The Associated Press has reported on a draft proposal it obtained from the Interior Department that would preclude scientists and federal agencies from considering global warming as a threat to endangered species. The proposed changes would kick in for major construction projects which, currently, initiate a scientific review if an endangered species could be affected. From the AP report:

“The proposed regulations, which do not require the approval of Congress, would reduce the mandatory, independent reviews that government scientists have been performing for 35 years.

Interior Secretary Dirk Kempthorne said late Monday that the changes were needed to ensure that the Endangered Species Act not be used as a “back door” to regulate the heat-trapping gases linked to global warming.

The draft rules would bar federal agencies from assessing the emissions from projects that contribute to global warming and their effect on species and habitats.”

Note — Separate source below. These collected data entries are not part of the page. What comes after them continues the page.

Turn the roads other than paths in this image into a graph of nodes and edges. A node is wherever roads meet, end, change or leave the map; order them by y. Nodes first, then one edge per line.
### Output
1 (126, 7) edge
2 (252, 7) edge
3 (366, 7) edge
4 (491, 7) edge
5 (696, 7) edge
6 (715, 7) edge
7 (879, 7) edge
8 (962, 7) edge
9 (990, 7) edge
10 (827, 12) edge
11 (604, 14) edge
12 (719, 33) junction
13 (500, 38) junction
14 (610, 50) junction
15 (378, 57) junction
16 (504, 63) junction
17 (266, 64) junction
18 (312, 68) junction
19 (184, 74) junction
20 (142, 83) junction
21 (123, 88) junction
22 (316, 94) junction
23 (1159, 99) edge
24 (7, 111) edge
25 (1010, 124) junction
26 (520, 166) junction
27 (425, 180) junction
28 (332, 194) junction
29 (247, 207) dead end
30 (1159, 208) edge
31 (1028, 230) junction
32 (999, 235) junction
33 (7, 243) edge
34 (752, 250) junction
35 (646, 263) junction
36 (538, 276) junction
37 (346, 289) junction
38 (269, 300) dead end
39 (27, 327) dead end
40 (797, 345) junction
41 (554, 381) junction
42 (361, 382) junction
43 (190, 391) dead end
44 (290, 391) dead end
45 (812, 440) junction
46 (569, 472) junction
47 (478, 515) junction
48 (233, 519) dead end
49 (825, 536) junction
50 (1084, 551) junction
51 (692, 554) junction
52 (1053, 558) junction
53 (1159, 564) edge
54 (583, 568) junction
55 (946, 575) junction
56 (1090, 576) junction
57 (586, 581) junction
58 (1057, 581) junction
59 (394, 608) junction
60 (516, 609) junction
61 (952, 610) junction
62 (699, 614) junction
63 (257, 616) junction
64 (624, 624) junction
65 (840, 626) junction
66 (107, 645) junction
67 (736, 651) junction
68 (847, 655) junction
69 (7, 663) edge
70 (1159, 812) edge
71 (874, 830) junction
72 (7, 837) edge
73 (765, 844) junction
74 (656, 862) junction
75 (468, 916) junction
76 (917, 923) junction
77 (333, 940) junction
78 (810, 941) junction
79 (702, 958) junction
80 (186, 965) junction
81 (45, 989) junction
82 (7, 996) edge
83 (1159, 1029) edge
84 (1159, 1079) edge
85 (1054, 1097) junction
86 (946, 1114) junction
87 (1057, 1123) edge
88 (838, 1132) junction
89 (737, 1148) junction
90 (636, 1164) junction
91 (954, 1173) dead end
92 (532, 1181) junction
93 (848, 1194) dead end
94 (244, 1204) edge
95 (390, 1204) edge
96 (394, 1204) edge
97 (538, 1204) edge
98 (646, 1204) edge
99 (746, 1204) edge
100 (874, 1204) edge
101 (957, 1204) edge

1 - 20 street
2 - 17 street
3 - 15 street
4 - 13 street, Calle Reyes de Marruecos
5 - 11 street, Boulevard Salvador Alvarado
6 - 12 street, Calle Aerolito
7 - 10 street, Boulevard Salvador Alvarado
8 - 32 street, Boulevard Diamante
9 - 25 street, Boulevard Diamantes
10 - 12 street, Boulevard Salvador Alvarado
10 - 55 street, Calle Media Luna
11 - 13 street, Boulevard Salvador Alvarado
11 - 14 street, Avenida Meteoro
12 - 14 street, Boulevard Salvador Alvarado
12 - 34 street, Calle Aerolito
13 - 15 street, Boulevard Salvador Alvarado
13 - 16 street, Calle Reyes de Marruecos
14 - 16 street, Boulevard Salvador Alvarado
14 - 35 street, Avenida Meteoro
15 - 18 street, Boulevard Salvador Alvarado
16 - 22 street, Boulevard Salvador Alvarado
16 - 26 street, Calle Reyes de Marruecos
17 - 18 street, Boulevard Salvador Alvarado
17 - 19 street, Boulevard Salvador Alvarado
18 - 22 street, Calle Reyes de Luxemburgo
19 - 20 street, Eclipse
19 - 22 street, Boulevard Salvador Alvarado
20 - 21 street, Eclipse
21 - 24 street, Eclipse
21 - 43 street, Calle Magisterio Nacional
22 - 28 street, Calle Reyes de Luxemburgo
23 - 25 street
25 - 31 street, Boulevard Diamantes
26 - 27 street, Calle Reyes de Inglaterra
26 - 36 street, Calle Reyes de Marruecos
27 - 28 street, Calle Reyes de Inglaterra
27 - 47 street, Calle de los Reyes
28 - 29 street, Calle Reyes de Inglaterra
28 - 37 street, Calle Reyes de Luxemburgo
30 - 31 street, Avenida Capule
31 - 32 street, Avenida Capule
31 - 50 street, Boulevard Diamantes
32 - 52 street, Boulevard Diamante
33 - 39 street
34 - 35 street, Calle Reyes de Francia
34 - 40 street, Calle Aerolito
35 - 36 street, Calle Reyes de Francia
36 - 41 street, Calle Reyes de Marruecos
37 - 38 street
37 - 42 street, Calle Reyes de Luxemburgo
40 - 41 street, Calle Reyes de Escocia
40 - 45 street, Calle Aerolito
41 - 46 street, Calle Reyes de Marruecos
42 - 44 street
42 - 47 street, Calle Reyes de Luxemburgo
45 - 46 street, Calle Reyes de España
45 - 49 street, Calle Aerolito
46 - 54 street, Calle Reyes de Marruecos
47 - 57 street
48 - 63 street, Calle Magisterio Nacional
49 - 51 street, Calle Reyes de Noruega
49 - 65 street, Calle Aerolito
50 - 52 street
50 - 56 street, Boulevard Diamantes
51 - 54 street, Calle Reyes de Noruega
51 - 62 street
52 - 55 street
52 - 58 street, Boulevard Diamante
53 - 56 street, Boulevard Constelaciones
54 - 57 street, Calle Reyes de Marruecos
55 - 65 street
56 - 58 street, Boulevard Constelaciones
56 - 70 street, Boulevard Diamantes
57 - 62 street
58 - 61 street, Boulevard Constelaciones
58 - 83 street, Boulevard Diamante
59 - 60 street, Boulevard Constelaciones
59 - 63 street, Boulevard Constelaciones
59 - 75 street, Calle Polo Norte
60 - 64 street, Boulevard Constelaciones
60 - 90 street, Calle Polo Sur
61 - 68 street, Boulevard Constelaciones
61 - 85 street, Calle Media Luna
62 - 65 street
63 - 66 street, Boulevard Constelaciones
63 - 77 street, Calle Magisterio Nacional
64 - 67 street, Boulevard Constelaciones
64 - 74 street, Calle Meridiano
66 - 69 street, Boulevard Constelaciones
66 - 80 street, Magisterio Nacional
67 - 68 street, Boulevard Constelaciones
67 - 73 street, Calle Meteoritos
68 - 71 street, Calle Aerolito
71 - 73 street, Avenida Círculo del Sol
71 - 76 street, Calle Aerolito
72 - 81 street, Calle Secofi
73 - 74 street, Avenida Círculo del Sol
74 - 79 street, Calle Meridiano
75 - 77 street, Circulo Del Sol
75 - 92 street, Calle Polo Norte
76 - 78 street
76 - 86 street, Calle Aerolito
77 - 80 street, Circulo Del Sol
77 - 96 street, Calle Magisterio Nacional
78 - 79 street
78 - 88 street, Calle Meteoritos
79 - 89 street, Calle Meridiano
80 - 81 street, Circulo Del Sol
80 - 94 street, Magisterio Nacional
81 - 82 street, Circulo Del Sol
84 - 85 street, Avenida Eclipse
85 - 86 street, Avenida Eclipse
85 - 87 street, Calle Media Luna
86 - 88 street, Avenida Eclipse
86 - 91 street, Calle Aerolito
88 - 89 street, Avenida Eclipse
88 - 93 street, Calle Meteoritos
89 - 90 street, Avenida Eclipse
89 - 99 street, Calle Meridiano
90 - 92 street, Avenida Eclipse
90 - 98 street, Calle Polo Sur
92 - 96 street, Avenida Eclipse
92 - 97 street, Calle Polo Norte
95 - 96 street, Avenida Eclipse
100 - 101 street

The Interior Dept. organized a quick news conference after the AP broke the story, during which Secretary Dirk Kempthorne insisted the proposal would make a “narrow” change to just one section of the Act. In a statement, he explains why he believes it’s inappropriate to use the Endangered Species Act to curb global warming:

“These changes are designed to reduce the number of unnecessary consultations under the [Endangered Species Act] so that more time and resources can be devoted to the protection of the most vulnerable species. Under the proposed rule, agency actions that could cause an adverse impact to listed species are still subject to the consultation requirement.

The proposed rule is consistent with the [Fish and Wildlife Service] current understanding that it is not possible to draw a direct causal link between greenhouse gas (GHG) emissions and distant observations of impacts affecting species. As a result, it is inappropriate to consult on a remote agency action involving the contribution of emissions to global warming because it is not possible to link the emissions to impacts on specific listed species such as polar bears.”

Conservatives have long tried to make changes to the Act, citing the burden it places on landowners and businesses. But the AP says Sen. Barbara Boxer (D-CA), who chairs the Senate Environment and Public Works Committee, calls the proposed changes illegal. They should be available for review and public comment soon.